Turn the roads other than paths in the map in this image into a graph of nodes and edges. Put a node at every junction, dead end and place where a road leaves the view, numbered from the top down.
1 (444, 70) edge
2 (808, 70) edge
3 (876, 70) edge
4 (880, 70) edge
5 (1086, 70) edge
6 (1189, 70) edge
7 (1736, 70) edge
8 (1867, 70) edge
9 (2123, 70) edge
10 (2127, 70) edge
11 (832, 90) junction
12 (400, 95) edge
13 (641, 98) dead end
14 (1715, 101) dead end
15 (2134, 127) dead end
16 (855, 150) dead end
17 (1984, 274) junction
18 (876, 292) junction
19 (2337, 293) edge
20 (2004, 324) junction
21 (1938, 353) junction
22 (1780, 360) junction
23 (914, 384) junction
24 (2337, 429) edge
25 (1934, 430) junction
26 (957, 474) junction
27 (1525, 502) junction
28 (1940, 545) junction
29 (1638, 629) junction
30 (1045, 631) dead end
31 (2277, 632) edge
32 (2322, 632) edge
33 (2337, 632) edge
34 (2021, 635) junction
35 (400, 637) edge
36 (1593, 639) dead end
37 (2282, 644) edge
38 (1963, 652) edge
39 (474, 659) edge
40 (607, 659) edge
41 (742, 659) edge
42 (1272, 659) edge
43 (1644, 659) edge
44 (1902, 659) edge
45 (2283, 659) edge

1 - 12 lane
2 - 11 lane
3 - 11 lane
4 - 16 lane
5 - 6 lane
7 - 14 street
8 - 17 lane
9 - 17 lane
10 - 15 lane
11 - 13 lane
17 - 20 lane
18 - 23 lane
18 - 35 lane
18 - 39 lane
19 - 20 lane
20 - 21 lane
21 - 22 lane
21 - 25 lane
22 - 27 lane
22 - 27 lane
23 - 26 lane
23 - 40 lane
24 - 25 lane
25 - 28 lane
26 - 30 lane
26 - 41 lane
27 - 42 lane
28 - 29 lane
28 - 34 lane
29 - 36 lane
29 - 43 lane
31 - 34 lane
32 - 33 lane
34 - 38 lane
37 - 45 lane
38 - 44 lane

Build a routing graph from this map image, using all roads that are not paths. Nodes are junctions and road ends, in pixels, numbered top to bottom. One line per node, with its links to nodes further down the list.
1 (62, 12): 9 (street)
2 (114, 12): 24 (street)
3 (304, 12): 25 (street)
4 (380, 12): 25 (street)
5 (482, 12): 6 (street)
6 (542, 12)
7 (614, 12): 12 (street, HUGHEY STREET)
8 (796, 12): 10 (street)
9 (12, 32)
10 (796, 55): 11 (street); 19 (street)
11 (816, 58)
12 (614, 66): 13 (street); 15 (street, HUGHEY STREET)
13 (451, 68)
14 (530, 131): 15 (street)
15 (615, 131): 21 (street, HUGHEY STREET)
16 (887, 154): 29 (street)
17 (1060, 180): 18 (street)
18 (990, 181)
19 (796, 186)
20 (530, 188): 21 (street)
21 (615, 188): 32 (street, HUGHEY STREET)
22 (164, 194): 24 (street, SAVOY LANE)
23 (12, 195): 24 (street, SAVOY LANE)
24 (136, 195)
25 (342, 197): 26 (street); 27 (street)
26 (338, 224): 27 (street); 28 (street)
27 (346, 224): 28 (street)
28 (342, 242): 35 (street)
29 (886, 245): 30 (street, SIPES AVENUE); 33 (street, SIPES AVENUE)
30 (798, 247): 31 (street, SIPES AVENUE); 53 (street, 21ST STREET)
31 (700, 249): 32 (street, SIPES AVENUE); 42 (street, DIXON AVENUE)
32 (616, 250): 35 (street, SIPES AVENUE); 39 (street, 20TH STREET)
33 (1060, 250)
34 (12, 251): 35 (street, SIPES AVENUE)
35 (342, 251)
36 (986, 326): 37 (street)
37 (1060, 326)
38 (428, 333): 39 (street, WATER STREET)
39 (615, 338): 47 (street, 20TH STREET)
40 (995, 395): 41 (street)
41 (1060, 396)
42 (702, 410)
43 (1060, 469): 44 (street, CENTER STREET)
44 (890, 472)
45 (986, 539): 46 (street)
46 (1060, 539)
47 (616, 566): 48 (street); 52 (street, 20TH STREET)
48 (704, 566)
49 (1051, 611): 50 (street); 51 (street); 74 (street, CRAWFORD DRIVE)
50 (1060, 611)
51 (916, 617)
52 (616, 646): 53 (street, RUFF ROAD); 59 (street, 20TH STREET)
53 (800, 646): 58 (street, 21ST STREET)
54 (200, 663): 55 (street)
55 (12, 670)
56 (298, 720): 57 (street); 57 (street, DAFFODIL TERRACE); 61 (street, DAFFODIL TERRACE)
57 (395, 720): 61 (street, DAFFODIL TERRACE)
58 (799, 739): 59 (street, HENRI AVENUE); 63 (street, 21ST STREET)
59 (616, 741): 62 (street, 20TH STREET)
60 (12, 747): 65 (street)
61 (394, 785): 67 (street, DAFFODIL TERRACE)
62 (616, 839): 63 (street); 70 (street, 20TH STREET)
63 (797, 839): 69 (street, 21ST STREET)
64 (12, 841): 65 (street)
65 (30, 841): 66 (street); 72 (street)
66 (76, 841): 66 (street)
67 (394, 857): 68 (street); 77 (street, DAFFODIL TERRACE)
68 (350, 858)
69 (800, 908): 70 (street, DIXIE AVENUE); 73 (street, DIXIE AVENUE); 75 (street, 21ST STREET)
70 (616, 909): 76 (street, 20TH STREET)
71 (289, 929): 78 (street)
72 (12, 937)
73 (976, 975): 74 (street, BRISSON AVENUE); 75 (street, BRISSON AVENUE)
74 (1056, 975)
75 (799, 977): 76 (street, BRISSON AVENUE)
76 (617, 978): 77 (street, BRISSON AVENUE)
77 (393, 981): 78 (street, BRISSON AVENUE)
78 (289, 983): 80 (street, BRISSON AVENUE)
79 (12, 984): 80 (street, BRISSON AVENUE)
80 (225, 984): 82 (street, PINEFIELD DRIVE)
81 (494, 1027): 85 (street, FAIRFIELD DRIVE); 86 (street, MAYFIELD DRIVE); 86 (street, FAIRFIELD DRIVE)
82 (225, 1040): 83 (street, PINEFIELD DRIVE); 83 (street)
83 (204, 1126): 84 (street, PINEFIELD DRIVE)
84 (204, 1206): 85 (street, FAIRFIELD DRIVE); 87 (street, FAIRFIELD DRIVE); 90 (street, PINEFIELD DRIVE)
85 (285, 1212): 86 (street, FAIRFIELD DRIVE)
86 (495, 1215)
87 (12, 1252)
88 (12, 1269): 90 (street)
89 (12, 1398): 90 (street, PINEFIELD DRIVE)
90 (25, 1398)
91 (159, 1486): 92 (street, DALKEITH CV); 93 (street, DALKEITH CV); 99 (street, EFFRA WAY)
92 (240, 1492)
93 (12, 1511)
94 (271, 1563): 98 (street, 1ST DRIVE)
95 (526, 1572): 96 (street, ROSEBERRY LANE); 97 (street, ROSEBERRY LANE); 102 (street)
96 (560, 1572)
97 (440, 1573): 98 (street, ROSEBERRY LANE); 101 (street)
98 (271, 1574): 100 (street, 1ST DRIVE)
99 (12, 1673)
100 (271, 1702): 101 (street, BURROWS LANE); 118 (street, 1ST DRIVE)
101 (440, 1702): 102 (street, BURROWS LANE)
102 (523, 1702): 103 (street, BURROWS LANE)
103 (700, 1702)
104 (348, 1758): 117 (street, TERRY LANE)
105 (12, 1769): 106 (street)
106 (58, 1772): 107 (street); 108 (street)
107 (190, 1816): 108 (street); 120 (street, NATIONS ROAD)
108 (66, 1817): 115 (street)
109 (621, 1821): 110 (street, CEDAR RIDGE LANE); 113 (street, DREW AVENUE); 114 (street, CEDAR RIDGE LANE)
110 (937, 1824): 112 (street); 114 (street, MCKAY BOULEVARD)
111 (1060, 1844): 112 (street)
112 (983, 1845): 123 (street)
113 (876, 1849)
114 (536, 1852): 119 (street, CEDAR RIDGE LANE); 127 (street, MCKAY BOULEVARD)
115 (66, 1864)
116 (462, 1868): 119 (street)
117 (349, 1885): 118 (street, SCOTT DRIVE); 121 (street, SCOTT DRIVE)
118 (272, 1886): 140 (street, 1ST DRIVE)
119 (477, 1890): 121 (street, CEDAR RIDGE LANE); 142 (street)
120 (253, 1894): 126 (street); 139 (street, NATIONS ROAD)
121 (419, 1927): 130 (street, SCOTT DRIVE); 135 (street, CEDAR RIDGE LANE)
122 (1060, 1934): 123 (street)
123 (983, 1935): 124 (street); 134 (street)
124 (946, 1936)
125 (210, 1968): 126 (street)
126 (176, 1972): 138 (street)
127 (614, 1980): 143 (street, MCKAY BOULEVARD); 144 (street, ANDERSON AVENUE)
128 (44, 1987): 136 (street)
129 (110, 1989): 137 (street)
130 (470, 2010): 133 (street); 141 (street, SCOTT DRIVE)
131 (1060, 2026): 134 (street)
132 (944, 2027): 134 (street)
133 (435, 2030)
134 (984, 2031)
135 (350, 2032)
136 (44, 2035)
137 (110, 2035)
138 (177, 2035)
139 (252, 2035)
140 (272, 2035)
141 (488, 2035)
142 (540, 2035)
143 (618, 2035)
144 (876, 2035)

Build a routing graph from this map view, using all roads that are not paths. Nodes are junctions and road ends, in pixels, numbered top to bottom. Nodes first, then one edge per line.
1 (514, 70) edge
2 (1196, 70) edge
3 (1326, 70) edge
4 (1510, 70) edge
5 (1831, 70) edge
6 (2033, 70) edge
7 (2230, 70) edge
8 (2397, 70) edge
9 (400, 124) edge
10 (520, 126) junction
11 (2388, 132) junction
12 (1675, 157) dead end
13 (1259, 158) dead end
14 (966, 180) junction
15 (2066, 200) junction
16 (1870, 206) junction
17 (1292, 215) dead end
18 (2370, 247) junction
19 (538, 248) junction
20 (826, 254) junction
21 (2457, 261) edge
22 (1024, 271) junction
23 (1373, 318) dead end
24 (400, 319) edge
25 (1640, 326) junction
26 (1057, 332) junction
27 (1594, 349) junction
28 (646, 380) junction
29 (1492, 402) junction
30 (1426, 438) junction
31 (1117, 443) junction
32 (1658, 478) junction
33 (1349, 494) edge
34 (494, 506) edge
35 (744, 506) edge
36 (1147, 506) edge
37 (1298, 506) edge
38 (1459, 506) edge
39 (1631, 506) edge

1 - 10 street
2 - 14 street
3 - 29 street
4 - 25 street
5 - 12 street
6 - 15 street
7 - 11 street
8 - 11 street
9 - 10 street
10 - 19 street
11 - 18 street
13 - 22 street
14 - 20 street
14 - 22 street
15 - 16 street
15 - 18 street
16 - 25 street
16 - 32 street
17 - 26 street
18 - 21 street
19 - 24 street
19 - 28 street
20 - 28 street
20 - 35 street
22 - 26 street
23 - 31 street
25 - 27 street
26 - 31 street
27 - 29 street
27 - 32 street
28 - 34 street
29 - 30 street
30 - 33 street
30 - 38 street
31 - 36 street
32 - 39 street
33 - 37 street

####

Exercise ::
Return each line above where the word "view" shows up.

Answer box ::
Turn the roads other than paths in the map in this image into a graph of nodes and edges. Put a node at every junction, dead end and place where a road leaves the view, numbered from the top down.
Build a routing graph from this map view, using all roads that are not paths. Nodes are junctions and road ends, in pixels, numbered top to bottom. Nodes first, then one edge per line.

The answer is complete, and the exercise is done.